TSMC, one of the major companies on Wall Street, is going quietly about its business, not making too much fuss, and looks like one of the best investments as of today.

There are big companies trading on Wall Street that don’t generate the same hype as others who have less to show for. I believe TSMC (TSM), the largest semiconductor manufacturer from Taiwan, is a prime example. It doesn’t come with the same flare as Tesla (TSLA), the excitement of Apple (AAPL), or the fanfare of Nvidia (NVDA), but it is very much crucial to the tech industry, even more so than Tesla or Apple. Just imagine what would happen to the tech industry if TSMC disappeared suddenly. It would probably stagnate the industry or freeze it entirely for a while, at least. 

Even Warren Buffet described the company as, “One of the best-managed companies in the world… and nobody in the chip industry is in their league.” So, who’s going to argue with the “Oracle of Omaha?” In the meantime, the company is doing what it has done in years past, increasing its revenue, margins, and all that jazz.

Our writer at Tipranks, Omer Farooq, has written about it more in-depth, and you can read it right here. For now, let’s explore three reasons why TMSC deserves investors’ full attention.

  • TSMC’s Stock Surge: TSMC’s stock has soared nearly 77% year-to-date, driven by the increasing demand for Nvidia’s products. Let’s not forget that AMD (AMD) and Apple (AAPL) also outsource their chip manufacturing to TSM, making it an invaluable player that some of the most dominant companies rely upon in the semiconductor industry.
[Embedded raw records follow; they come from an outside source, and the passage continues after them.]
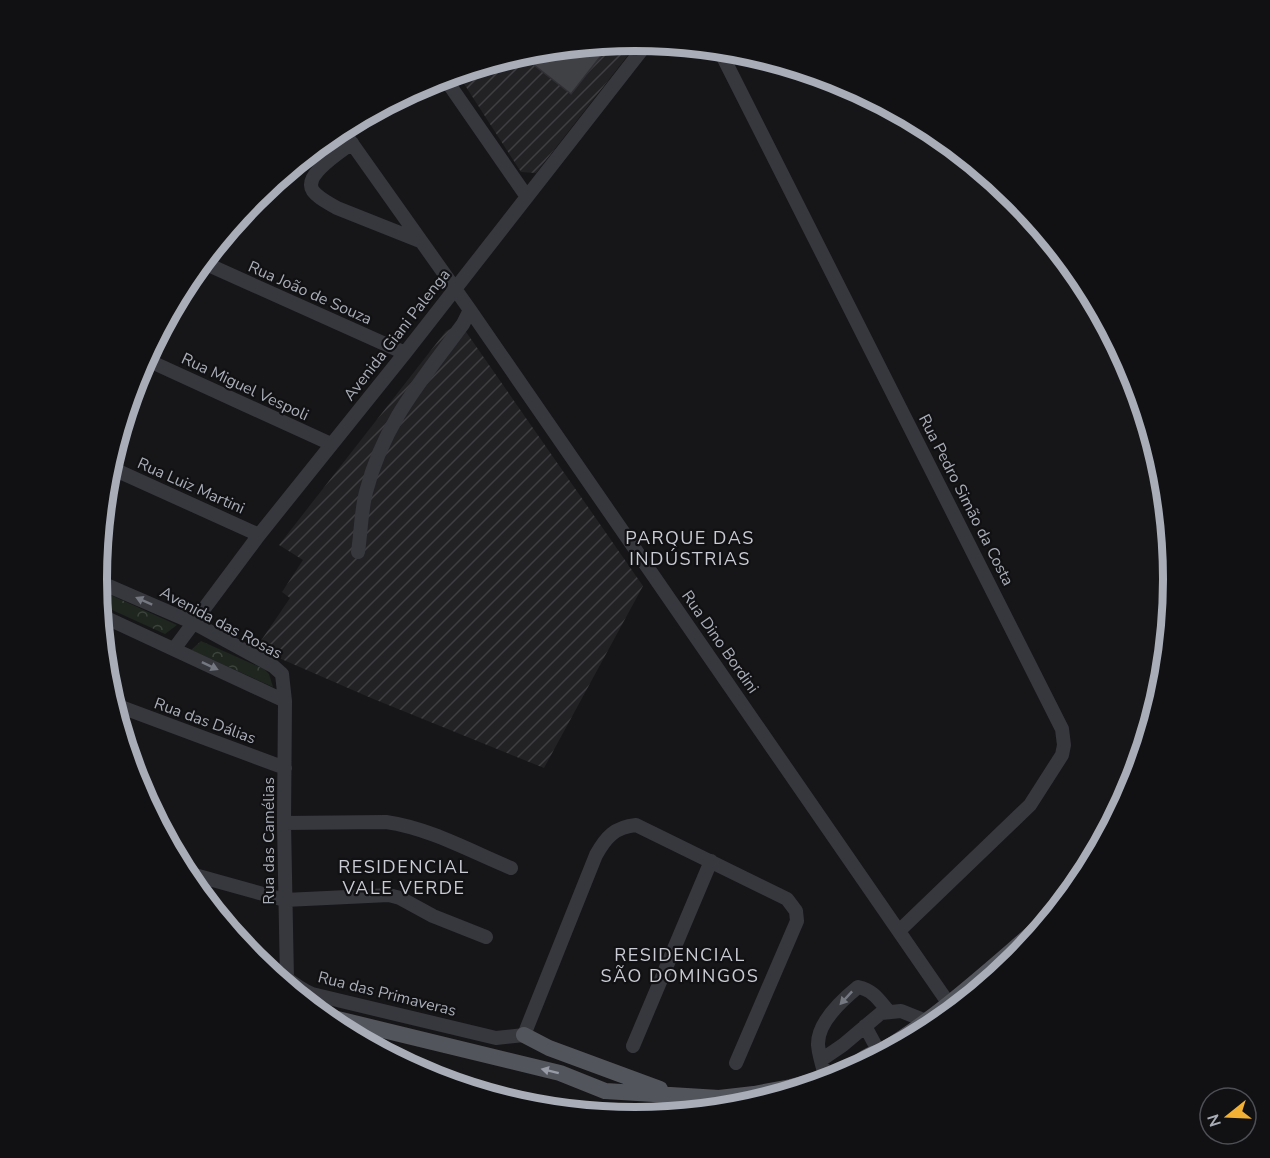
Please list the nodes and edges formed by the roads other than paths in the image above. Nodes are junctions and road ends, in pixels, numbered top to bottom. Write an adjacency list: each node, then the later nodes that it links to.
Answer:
1 (641, 51): 6 (street, Avenida Giani Palenga)
2 (724, 59): 29 (street, Rua Pedro Simão da Costa)
3 (449, 85): 6 (street)
4 (347, 137): 5 (street, Rua Dino Bordini)
5 (352, 143): 7 (street, Rua Dino Bordini); 7 (street)
6 (527, 197): 9 (street, Avenida Giani Palenga)
7 (420, 241): 9 (street, Rua Dino Bordini)
8 (210, 266): 11 (street, Rua João de Souza)
9 (455, 289): 10 (street, Rua Dino Bordini); 11 (street, Avenida Giani Palenga)
10 (470, 310): 16 (street); 29 (street, Rua Dino Bordini)
11 (405, 353): 13 (street, Avenida Giani Palenga)
12 (153, 363): 13 (street, Rua Miguel Vespoli)
13 (331, 444): 15 (street, Avenida Giani Palenga)
14 (118, 471): 15 (street, Rua Luiz Martini)
15 (259, 535): 19 (street, Avenida Giani Palenga)
16 (358, 552)
17 (107, 585): 19 (street, Avenida das Rosas, one-way to 17)
18 (109, 619): 20 (street)
19 (194, 623): 20 (street, Avenida Giani Palenga); 21 (street, Avenida das Rosas)
20 (174, 649): 21 (street, one-way to 21)
21 (285, 701): 23 (street, Rua das Camélias)
22 (123, 708): 23 (street, Rua das Dálias)
23 (285, 768): 24 (street, Rua das Camélias)
24 (284, 823): 26 (street); 28 (street, Rua das Camélias)
25 (711, 861): 40 (street); 41 (street); 44 (street)
26 (510, 868)
27 (199, 876): 28 (street)
28 (285, 900): 30 (street); 32 (street, Rua das Camélias)
29 (900, 930): 35 (street, Rua Dino Bordini)
30 (486, 937)
31 (992, 968): 34 (main road)
32 (287, 976)
33 (304, 990): 40 (street, Rua das Primaveras)
34 (957, 997)
35 (949, 1004)
36 (889, 1012): 37 (street); 39 (street); 43 (street, one-way to 43)
37 (925, 1020)
38 (348, 1021): 47 (main road, one-way to 38)
39 (865, 1026): 42 (street); 43 (street)
40 (524, 1035): 47 (main road)
41 (633, 1046)
42 (879, 1047)
43 (821, 1060): 45 (street)
44 (736, 1063)
45 (824, 1072)
46 (748, 1095): 47 (main road)
47 (684, 1097)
This brings us to the second point.
  • Dominance in the Foundry Market: With a 62% share of the global foundry market for the last seven quarters, TSMC’s dominance is undeniable. To put it mildly, TSM has solidified its position at the focal point of an industry projected to be worth over $172 billion by 2032, according to Credence Research.
  • Promising Growth Prospects and Appealing Valuation: Over the past decade, TSMC has showcased increased revenue growth and technology, and that’s not about to stop, as other growing industries like autonomous cars, the Telehealth industry, and drug research will need and use the TSM chips. The company’s investments in advanced process nodes, such as 3nm and 2nm, further solidify its position as the most dominant force in the semiconductor realm. Also worth noting is its forward P/E of 20, which is only slightly above the semiconductor industry of 19.1. This means that the stock is relatively cheap, considering its potential future trajectory.

What Is the Target Price for TSM Stock?

On Wall Street, the stock is considered a Strong Buy, with 5 Buys, 0 Holds, and 0 Sells. The average price target for TSM stock is $205, signaling a 10.19% upside. Also, TSM stock offers a modest dividend yield of around 1%.
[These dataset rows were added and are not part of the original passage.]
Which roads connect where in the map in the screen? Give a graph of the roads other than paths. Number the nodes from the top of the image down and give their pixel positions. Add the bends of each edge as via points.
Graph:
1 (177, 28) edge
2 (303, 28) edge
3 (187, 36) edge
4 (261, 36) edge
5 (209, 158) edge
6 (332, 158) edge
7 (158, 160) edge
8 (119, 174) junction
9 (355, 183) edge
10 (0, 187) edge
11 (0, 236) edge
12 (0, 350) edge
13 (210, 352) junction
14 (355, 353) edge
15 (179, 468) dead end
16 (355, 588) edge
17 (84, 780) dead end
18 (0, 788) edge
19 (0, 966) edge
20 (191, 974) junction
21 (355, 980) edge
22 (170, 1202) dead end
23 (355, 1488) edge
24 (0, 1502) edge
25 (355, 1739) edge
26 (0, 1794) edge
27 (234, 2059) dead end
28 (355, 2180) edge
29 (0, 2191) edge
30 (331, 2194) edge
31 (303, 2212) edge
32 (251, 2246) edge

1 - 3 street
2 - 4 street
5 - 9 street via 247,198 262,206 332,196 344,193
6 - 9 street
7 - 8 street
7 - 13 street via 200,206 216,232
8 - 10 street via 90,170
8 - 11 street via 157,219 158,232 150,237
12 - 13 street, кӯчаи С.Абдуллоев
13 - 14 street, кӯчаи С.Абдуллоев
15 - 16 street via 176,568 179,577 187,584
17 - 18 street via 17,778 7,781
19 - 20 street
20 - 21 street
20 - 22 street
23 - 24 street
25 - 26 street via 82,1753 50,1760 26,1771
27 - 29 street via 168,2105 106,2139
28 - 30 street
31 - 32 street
See more TSM analyst ratings

Conclusion

To be as straightforward as possible, TSMC, as of now, looks like one of the safest investments on Wall Street when considering its leading position in the semiconductor industry and its dependency on some of the major players in the tech world. It doesn’t create the same hype as other companies, but hype comes and goes, while the Taiwan-based company has been mastering its craft since 1987.